═══ Available records
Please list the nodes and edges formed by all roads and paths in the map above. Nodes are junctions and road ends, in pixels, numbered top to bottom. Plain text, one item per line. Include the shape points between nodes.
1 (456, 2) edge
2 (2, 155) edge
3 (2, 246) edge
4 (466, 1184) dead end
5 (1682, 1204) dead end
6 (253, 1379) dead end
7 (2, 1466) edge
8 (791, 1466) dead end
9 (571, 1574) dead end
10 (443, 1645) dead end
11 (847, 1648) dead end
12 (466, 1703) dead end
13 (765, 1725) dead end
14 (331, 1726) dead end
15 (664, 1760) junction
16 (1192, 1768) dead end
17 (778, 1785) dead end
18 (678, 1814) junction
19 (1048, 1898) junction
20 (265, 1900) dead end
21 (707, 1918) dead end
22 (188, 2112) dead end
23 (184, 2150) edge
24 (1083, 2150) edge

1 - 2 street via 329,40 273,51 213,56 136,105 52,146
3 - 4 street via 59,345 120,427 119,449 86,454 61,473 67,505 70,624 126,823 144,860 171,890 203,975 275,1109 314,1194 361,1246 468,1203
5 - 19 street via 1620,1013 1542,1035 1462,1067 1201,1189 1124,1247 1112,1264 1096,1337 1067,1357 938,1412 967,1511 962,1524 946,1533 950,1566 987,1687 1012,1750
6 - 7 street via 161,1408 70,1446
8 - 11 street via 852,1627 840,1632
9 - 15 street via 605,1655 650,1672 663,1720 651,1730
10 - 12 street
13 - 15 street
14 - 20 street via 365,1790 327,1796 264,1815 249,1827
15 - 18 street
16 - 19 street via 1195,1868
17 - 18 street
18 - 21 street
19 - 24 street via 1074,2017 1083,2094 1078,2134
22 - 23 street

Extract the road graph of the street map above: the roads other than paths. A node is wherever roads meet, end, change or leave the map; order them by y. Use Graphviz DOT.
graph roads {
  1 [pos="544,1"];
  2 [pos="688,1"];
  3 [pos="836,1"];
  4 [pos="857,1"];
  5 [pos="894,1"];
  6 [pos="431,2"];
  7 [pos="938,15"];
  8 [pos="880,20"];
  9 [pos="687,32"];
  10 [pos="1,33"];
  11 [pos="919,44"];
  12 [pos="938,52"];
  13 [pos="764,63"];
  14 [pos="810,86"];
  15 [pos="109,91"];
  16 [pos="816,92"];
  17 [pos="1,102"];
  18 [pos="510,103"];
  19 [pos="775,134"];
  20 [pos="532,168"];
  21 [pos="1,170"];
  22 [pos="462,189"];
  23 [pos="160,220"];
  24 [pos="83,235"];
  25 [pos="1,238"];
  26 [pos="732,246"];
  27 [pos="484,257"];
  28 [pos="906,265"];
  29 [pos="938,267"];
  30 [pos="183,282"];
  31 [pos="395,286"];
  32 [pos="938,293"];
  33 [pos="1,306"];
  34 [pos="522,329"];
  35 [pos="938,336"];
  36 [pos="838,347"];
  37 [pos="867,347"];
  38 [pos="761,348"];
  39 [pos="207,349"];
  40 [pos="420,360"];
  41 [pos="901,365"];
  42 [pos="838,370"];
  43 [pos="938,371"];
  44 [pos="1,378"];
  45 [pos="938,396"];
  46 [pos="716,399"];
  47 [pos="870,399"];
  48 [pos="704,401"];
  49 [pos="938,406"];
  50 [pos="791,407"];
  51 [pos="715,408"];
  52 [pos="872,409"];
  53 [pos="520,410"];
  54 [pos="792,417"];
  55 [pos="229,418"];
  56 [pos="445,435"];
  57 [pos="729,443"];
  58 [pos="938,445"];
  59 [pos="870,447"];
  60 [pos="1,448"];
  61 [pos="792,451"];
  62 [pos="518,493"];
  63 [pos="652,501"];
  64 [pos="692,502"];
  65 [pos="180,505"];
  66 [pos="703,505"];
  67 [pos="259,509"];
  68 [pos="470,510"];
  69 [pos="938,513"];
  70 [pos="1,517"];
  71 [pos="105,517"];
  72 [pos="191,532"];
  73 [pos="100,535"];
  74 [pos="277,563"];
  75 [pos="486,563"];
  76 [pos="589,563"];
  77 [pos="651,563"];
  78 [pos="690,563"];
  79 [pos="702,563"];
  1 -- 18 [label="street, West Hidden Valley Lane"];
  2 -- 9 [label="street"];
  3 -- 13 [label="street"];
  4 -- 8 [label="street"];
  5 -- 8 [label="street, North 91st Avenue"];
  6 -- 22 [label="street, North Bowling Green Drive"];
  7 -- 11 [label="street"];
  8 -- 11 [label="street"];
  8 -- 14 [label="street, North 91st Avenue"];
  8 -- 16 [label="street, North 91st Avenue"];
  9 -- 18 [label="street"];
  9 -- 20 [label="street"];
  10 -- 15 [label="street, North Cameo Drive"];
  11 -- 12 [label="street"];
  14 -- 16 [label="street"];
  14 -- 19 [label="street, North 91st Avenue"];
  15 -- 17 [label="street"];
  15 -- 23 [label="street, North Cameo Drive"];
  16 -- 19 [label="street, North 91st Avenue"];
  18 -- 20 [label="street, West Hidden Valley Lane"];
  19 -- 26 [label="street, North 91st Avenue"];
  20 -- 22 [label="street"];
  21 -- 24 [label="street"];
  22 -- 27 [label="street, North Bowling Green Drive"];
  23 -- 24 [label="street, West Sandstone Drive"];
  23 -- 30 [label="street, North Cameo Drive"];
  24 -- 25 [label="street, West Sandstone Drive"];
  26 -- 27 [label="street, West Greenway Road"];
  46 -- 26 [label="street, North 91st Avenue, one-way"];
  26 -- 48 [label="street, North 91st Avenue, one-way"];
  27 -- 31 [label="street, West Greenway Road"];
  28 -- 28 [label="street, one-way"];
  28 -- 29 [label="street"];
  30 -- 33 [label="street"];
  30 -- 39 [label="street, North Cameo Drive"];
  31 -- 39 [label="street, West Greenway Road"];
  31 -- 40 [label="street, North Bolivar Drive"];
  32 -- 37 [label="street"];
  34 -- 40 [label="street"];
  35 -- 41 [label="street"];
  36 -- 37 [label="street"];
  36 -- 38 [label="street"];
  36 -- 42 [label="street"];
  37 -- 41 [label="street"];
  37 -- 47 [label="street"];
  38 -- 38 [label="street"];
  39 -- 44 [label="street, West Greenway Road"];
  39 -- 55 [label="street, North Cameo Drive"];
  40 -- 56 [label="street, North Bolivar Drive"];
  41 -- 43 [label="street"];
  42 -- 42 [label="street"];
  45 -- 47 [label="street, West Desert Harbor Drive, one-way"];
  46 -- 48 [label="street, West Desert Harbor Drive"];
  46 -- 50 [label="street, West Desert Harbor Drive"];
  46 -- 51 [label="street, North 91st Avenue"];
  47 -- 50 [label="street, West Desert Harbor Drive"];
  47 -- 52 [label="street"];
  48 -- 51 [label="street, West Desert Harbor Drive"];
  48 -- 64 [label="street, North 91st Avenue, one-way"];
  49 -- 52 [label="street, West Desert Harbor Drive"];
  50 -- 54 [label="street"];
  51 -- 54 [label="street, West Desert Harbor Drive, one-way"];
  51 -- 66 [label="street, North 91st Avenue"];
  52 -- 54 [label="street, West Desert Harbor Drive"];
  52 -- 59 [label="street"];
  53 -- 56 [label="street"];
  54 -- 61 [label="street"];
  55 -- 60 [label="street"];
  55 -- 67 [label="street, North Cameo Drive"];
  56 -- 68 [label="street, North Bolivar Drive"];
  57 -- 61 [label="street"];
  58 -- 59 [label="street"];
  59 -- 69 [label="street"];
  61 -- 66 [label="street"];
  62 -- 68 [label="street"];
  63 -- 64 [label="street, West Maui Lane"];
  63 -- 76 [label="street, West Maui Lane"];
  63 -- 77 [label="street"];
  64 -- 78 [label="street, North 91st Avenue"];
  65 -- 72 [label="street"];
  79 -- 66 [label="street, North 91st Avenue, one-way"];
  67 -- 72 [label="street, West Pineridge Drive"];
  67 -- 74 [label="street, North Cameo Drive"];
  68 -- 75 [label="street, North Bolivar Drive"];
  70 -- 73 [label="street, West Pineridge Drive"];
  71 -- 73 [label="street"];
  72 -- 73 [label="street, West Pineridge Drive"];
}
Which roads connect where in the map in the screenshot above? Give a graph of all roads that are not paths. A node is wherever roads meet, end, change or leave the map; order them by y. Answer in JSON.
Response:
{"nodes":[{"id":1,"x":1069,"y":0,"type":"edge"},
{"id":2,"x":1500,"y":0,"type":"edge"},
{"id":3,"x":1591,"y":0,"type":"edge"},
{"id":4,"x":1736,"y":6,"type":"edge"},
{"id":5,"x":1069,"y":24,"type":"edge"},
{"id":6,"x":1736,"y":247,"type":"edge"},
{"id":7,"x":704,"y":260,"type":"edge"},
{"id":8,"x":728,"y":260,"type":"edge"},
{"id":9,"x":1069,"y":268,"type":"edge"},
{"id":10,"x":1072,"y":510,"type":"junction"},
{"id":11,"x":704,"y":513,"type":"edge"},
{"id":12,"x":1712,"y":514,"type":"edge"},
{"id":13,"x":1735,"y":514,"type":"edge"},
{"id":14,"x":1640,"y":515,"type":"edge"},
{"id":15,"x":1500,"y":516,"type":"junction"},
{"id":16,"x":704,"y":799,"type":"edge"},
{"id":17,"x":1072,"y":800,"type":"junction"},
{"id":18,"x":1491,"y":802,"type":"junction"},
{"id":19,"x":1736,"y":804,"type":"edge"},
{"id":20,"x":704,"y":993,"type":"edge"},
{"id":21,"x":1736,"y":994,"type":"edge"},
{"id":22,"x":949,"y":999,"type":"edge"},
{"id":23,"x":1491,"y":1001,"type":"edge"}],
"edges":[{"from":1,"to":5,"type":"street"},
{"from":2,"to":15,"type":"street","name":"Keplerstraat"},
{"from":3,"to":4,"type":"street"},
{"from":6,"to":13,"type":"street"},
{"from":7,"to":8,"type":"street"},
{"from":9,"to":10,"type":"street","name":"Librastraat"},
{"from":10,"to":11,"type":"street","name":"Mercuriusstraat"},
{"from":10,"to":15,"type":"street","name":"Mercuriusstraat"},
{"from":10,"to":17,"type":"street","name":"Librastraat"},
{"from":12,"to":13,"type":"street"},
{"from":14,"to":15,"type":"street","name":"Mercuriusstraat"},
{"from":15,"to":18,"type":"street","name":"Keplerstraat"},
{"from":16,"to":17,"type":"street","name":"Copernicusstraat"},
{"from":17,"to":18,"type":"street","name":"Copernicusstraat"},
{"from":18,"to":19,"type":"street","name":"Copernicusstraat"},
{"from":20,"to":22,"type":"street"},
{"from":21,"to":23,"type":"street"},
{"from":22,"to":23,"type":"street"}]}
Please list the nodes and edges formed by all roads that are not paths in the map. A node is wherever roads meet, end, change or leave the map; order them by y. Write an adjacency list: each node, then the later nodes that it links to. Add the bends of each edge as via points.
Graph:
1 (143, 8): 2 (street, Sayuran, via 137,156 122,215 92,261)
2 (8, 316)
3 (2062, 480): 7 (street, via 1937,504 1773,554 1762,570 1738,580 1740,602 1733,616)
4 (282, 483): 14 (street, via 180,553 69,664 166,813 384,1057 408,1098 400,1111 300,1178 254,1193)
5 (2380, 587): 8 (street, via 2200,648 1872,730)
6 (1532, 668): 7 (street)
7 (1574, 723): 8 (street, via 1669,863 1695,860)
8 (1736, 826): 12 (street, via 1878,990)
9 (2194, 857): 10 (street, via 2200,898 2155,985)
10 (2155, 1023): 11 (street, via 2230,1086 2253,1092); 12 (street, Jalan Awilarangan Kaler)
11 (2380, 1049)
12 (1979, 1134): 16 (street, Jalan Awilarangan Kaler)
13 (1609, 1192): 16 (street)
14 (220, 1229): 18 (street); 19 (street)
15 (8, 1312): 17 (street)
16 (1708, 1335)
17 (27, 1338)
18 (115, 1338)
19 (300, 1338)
══════
Exercise directions –
All lines in the preceding records that hold the word "Cameo" need to be copied.

Answer section –
  10 -- 15 [label="street, North Cameo Drive"];
  15 -- 23 [label="street, North Cameo Drive"];
  23 -- 30 [label="street, North Cameo Drive"];
  30 -- 39 [label="street, North Cameo Drive"];
  39 -- 55 [label="street, North Cameo Drive"];
  55 -- 67 [label="street, North Cameo Drive"];
  67 -- 74 [label="street, North Cameo Drive"];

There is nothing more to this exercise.